U.S. Marines go ashore in an exercise on the island of Gotland, 2023 (U.S. Navy)
U.S. Marines go ashore in an exercise on the island of Gotland, 2023 (U.S. Navy)

Published Mar 13, 2024 8:03 PM by The Maritime Executive

The government of Sweden is looking at ways to reinforce the garrison on Gotland, the strategically-located island in the center of the Baltic Sea. Gotland is critical for the control of the sea lanes in the region, and it gives Sweden - and its new NATO allies - a profound advantage in securing the waters and the airspace off Poland, Latvia, Lithuania and Estonia. In Europe's current security environment, holding and defending Gotland is more important than ever for the Swedish government.

Sweden applied to join NATO last year in the wake of the Russian invasion of Ukraine, ending two centuries of neutrality. It secured the final vote of approval to join the alliance last week, and strengthening the defense of Gotland is the first order of business. It "is one obvious thing to be discussed with our new NATO allies," Swedish Prime Minister Ulf Kristersson told the Financial Times this week. 
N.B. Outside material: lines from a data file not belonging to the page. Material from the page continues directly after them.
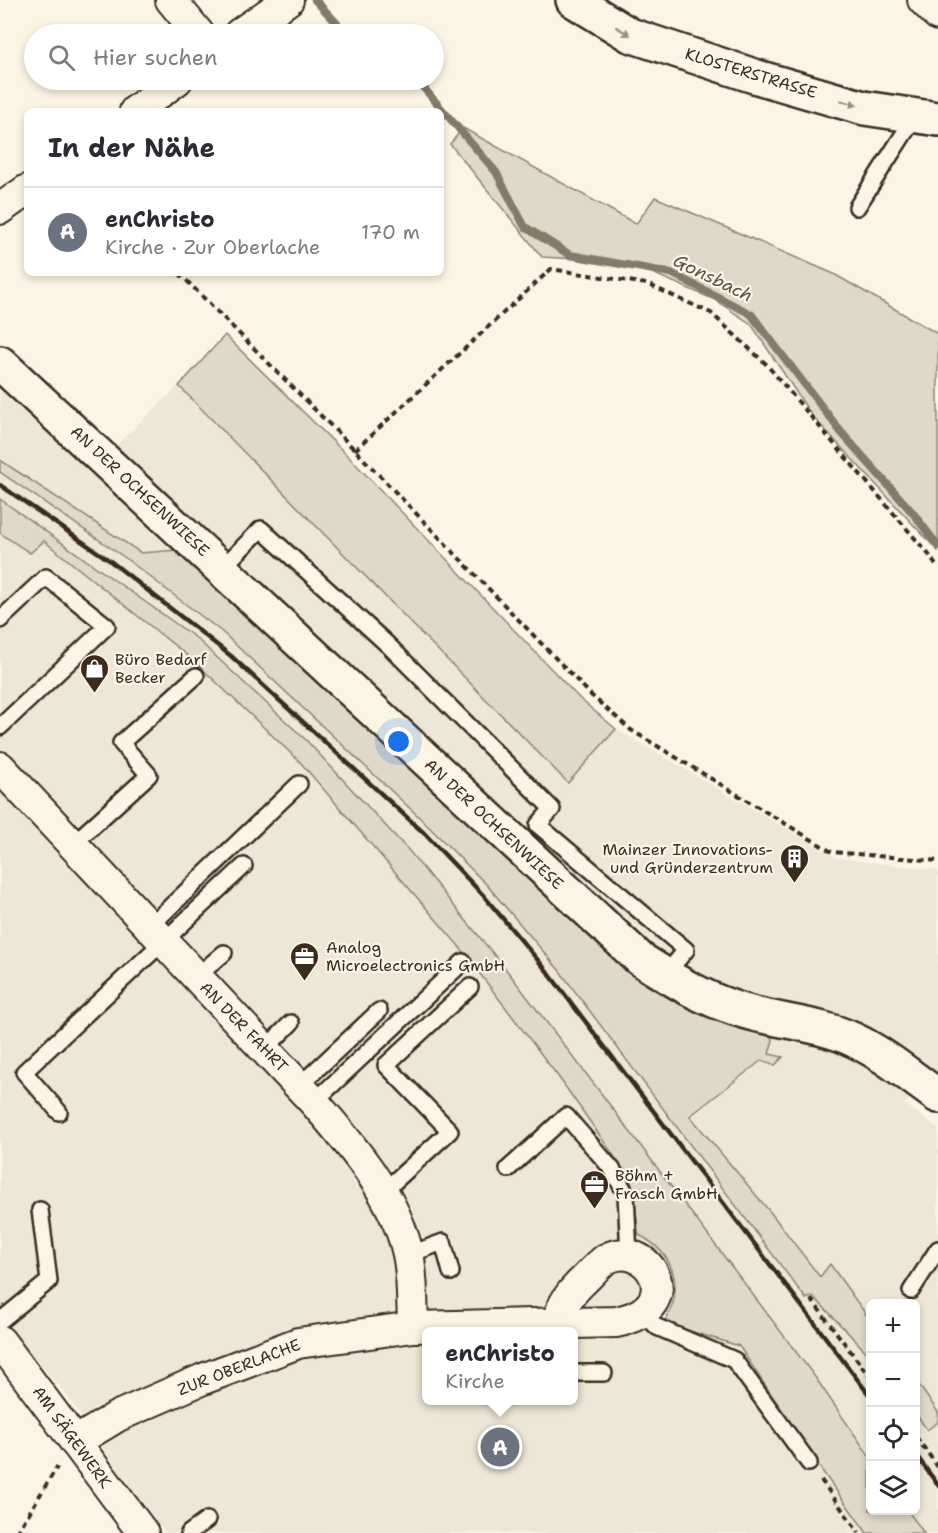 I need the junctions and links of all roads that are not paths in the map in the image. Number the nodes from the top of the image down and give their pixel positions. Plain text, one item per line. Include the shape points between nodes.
1 (171, 0) edge
2 (288, 0) edge
3 (573, 0) edge
4 (923, 0) edge
5 (938, 15) edge
6 (191, 24) edge
7 (253, 24) edge
8 (163, 90) edge
9 (139, 108) edge
10 (923, 117) edge
11 (24, 192) edge
12 (857, 207) dead end
13 (0, 209) edge
14 (0, 363) edge
15 (222, 568) junction
16 (0, 620) edge
17 (196, 676) dead end
18 (0, 727) edge
19 (0, 766) edge
20 (299, 784) dead end
21 (74, 843) junction
22 (244, 866) dead end
23 (156, 934) junction
24 (224, 953) dead end
25 (463, 962) dead end
26 (665, 975) junction
27 (196, 977) junction
28 (470, 987) dead end
29 (379, 1011) dead end
30 (291, 1023) dead end
31 (265, 1049) junction
32 (307, 1094) junction
33 (938, 1096) edge
34 (59, 1112) dead end
35 (508, 1169) dead end
36 (382, 1192) junction
37 (40, 1210) dead end
38 (938, 1249) edge
39 (408, 1255) junction
40 (629, 1255) junction
41 (451, 1272) dead end
42 (911, 1291) dead end
43 (644, 1314) junction
44 (0, 1321) edge
45 (557, 1323) junction
46 (430, 1327) edge
47 (473, 1327) edge
48 (422, 1330) edge
49 (0, 1341) edge
50 (578, 1373) edge
51 (604, 1373) dead end
52 (75, 1442) junction
53 (809, 1463) road end
54 (207, 1520) dead end
55 (143, 1533) edge
56 (189, 1533) edge

1 - 6 street
2 - 7 street
3 -> 10 street, KLOSTERSTRASSE via 630,35 864,108
4 - 5 street
8 - 9 street
10 - 12 lane via 906,129
11 - 13 street
14 - 15 street, AN DER OCHSENWIESE
15 - 26 street, AN DER OCHSENWIESE via 613,936
15 - 26 lane via 261,529 388,645 552,809 538,825 686,950
16 - 18 lane via 46,577 107,626
17 - 21 lane via 121,743 149,775
19 - 21 street, AN DER FAHRT
20 - 23 lane
21 - 23 street, AN DER FAHRT
22 - 23 lane
23 - 27 street, AN DER FAHRT
23 - 34 lane via 24,1072
24 - 27 lane
25 - 32 lane
26 - 33 street, AN DER OCHSENWIESE via 699,995 747,1012 828,1030 853,1040 880,1054
27 - 31 street, AN DER FAHRT
28 - 36 lane via 386,1065 450,1131
29 - 32 lane
30 - 31 lane
31 - 32 street, AN DER FAHRT
32 - 36 street, AN DER FAHRT via 352,1147
35 - 40 lane via 566,1116 612,1169 626,1194
36 - 39 street, AN DER FAHRT
37 - 44 lane via 49,1281
38 - 42 lane
39 - 41 lane via 443,1242
39 - 46 street, AN DER FAHRT
40 - 43 street via 651,1269 656,1279 657,1291
40 - 45 street via 606,1259 570,1293
43 - 45 street, ZUR OBERLACHE via 616,1322
43 - 53 lane via 657,1327 734,1360
45 - 47 street, ZUR OBERLACHE
48 - 52 street, ZUR OBERLACHE via 298,1343 118,1416
49 - 52 street, AM SÄGEWERK
50 - 51 lane
52 - 55 street, AM SÄGEWERK
54 - 56 lane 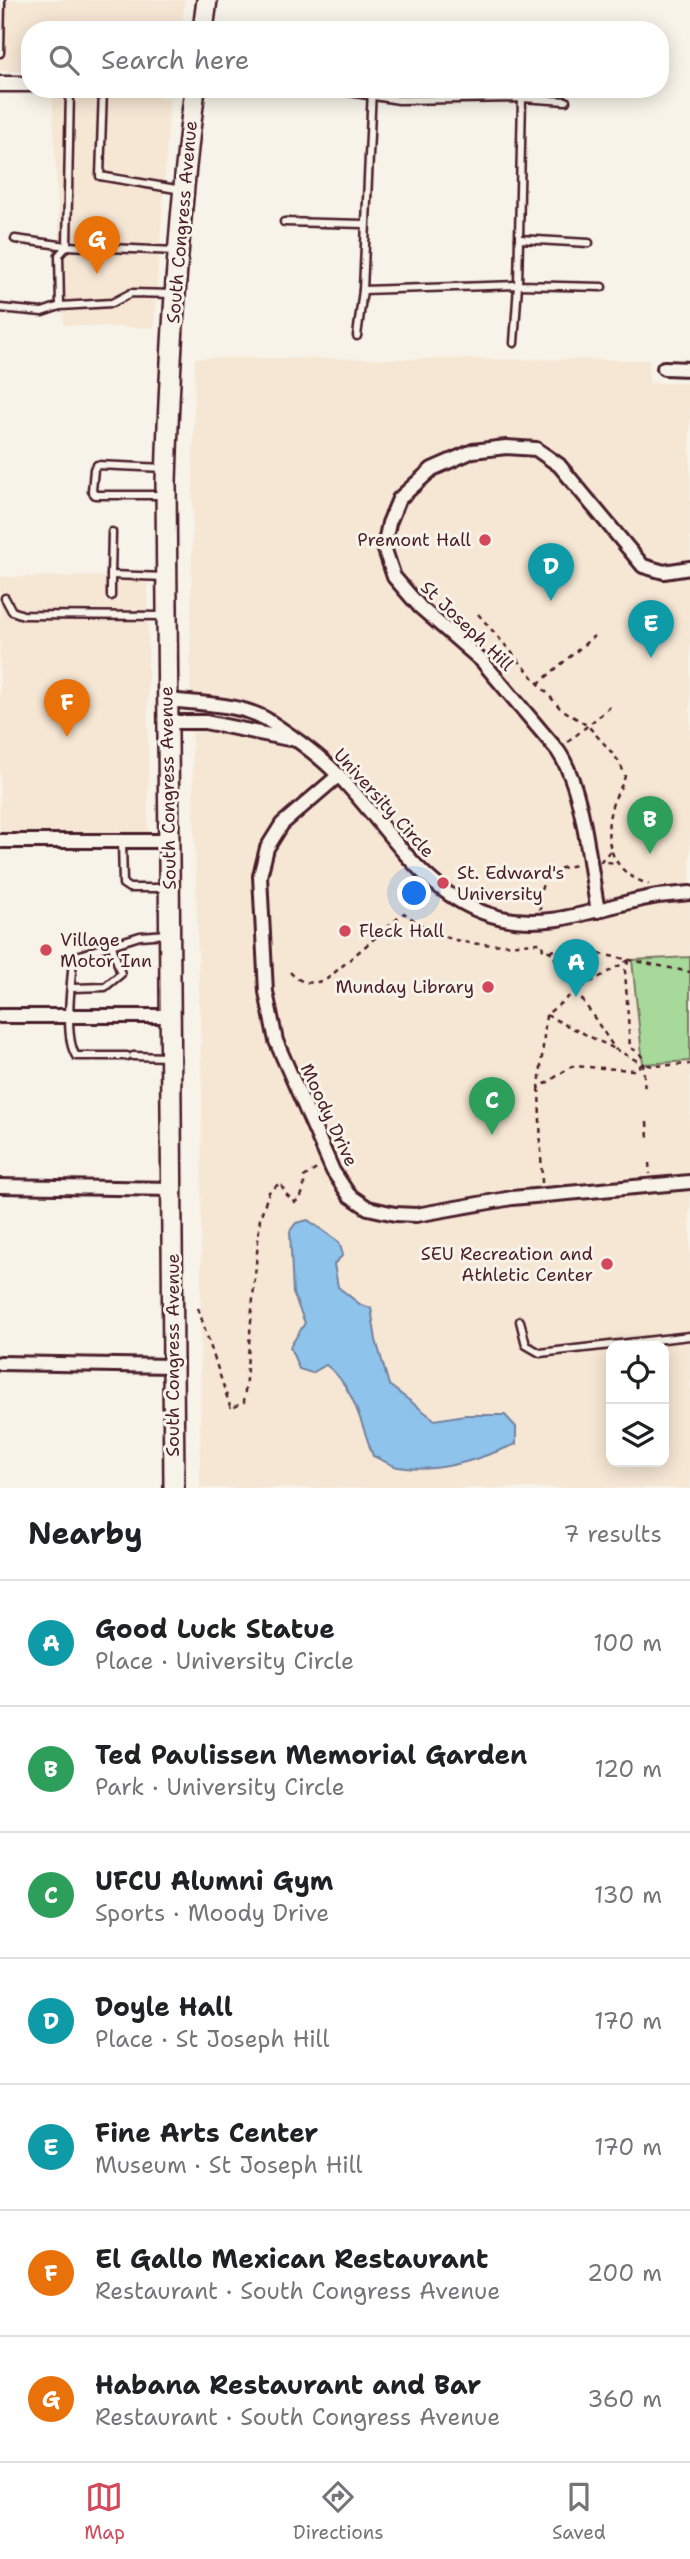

"Everything to do with the Baltic Sea is such an obvious candidate," Kristersson added. "That goes in terms of presence on Gotland, but also in terms of surveillance, in terms of submarine capabilities."

As recently as the 1990s, the garrison on Gotland numbered some 25,000 soldiers, but the numbers were drawn down to zero in the years that followed as relations with post-Soviet Russia improved. The Swedish government decided to redeploy a small regimental unit to the island in 2016-18, and it allocated further resources in 2022-23. 

Gotland is just as important to NATO as it is to Sweden. If Russia ever decides to re-absorb Latvia, Lithuania and Estonia, as it did in the Soviet era, Western war planners believe that Gotland would be an early target. Capturing the island would give Russia an "unsinkable aircraft carrier" large enough to base anti-ship and anti-aircraft missile systems. This would complicate sea and air access for NATO forces and interfere with efforts to reinforce the Baltic states. 

"I do not think there is any island anywhere that is more important," said Gen. Ben Hodges, then-commander of U.S. Army Forces Europe, in a visit to the garrison in 2017. 

Sweden may be able to call on U.S. capabilities to build up Gotland's defenses. Under a recently-inked cooperation agreement, the U.S. military has usage and access rights to more than a dozen base sites around Sweden, including two areas near the port of Visby, Gotland.